Model View Transformation: Apply model-view transformation to all the control points in each patch and copy the resulting patches to the input buffer. We can't apply perspective division yet, because doing so will warp the control points.

Calculate Decision Bits: The decision bits are calculated by taking the original control points and finding the distance between it and its degree elevated bilinear counterpart. The bilinear counterparts are basically found via linear interpolation of the edge lines that the 4 corner points make.

Run Exclusive Prefix-Sum: Runs prefix sum on the "todo array" and the "done array." We include one more element than the number of patches to get the total size of each.

Process the Patches: If a patch still needs to be subdivided, the split kernel will call the subdivide function and throw four new patches into the new patch queue. Otherwise, it will call the function that generates the quad approximation with the 4 corner points and the normal of the patch and throw those into a vertex buffer.
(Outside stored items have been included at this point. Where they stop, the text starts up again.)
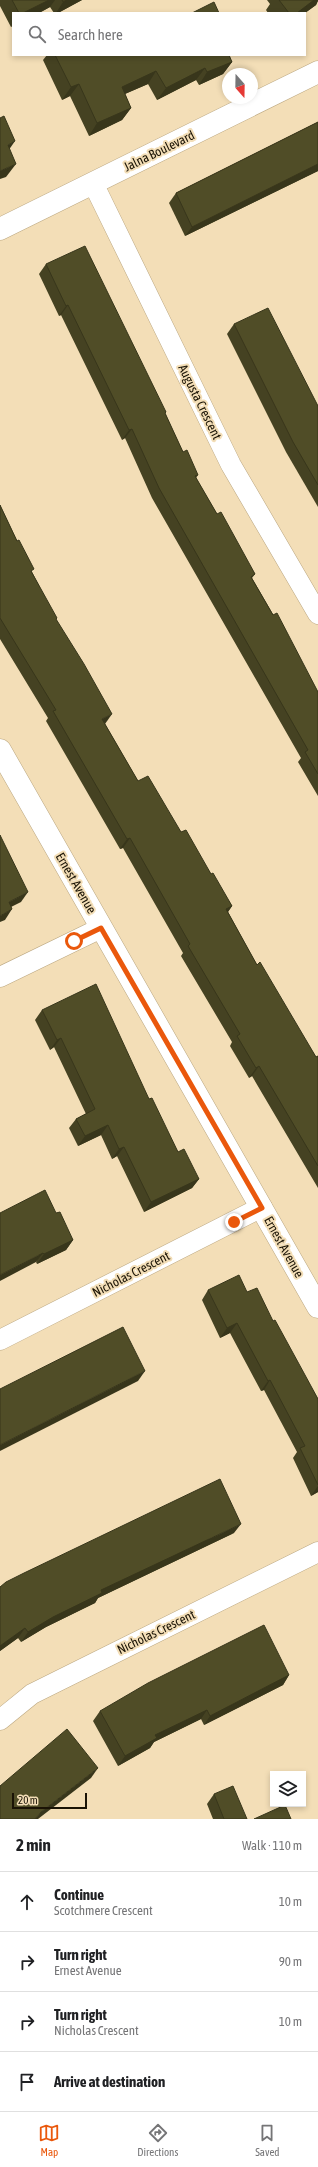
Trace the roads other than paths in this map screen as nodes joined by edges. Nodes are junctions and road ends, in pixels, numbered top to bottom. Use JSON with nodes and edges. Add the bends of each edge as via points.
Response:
{"nodes":[{"id":1,"x":318,"y":72,"type":"edge"},
{"id":2,"x":93,"y":183,"type":"junction"},
{"id":3,"x":0,"y":229,"type":"edge"},
{"id":4,"x":318,"y":614,"type":"edge"},
{"id":5,"x":0,"y":750,"type":"edge"},
{"id":6,"x":101,"y":928,"type":"junction"},
{"id":7,"x":0,"y":977,"type":"edge"},
{"id":8,"x":262,"y":1208,"type":"junction"},
{"id":9,"x":318,"y":1307,"type":"edge"},
{"id":10,"x":0,"y":1340,"type":"edge"},
{"id":11,"x":318,"y":1552,"type":"edge"},
{"id":12,"x":0,"y":1720,"type":"edge"}],
"edges":[{"from":1,"to":2,"type":"street","name":"Jalna Boulevard"},
{"from":2,"to":3,"type":"street","name":"Jalna Boulevard"},
{"from":2,"to":4,"type":"street","name":"Augusta Crescent","via":[[231,465]]},
{"from":5,"to":6,"type":"street","name":"Ernest Avenue"},
{"from":6,"to":7,"type":"street"},
{"from":6,"to":8,"type":"street","name":"Ernest Avenue"},
{"from":8,"to":9,"type":"street","name":"Ernest Avenue"},
{"from":8,"to":10,"type":"street","name":"Nicholas Crescent"},
{"from":11,"to":12,"type":"street","name":"Nicholas Crescent","via":[[32,1694]]}]}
Repeat: If not all the patches were calculated into quadrilaterals and thrown into the vertex buffer, repeat the process starting from step two, calculating the decision bits, using the new subdivided patches. To do this, we simply swap the input and output buffers.


APPROACH

Like the authors of the paper, we implemented the subdivision using CUDA. We rendered the results using OpenGL.

On CUDA Implementation:

There are a few embarrassingly parallel parts in this algorithm, and in those cases we just let each CUDA thread process a control point or patch. However, the two main kernal calls, "oracle" and "split_kernal," involve taking CUDA threads to mean different things at different stages. For both functions, we let each CUDA block contain 16 patches and allocate 16 CUDA threads for each patch.

The "oracle" function sets the decision bits for each patch. Each CUDA thread will do perspective division on each control point and its planar counterpart and calculate their decision bit. The points in perspective division are only used here (we can?™t store them in the patch data because the patch might be subdivided again and perspective division will warp the control points so their bilinear degree elevation counterparts, or respective points on the plane, will be wrong), so they are put in shared memory. Then just one thread for each patch will set the "todo" and "done" array based on the complete decision bitfield.

The "split_kernal" function looks at the decision bits for each patch and subdivides it or generates primitives for rendering. Generative primitives just involve taking the corners of each patch and calculating the normals, so this done by 1 thread. Subdivision involves matrix multiplication so each of the 16 threads is in charge of calculating one point (including x,y,z coordinates) in the final product of each 4X4 matrix multiplication. We do two matrix multiplication for each dimension of each subdivided patch. The intermediate results are stored in shared memory while the final results are stored in global.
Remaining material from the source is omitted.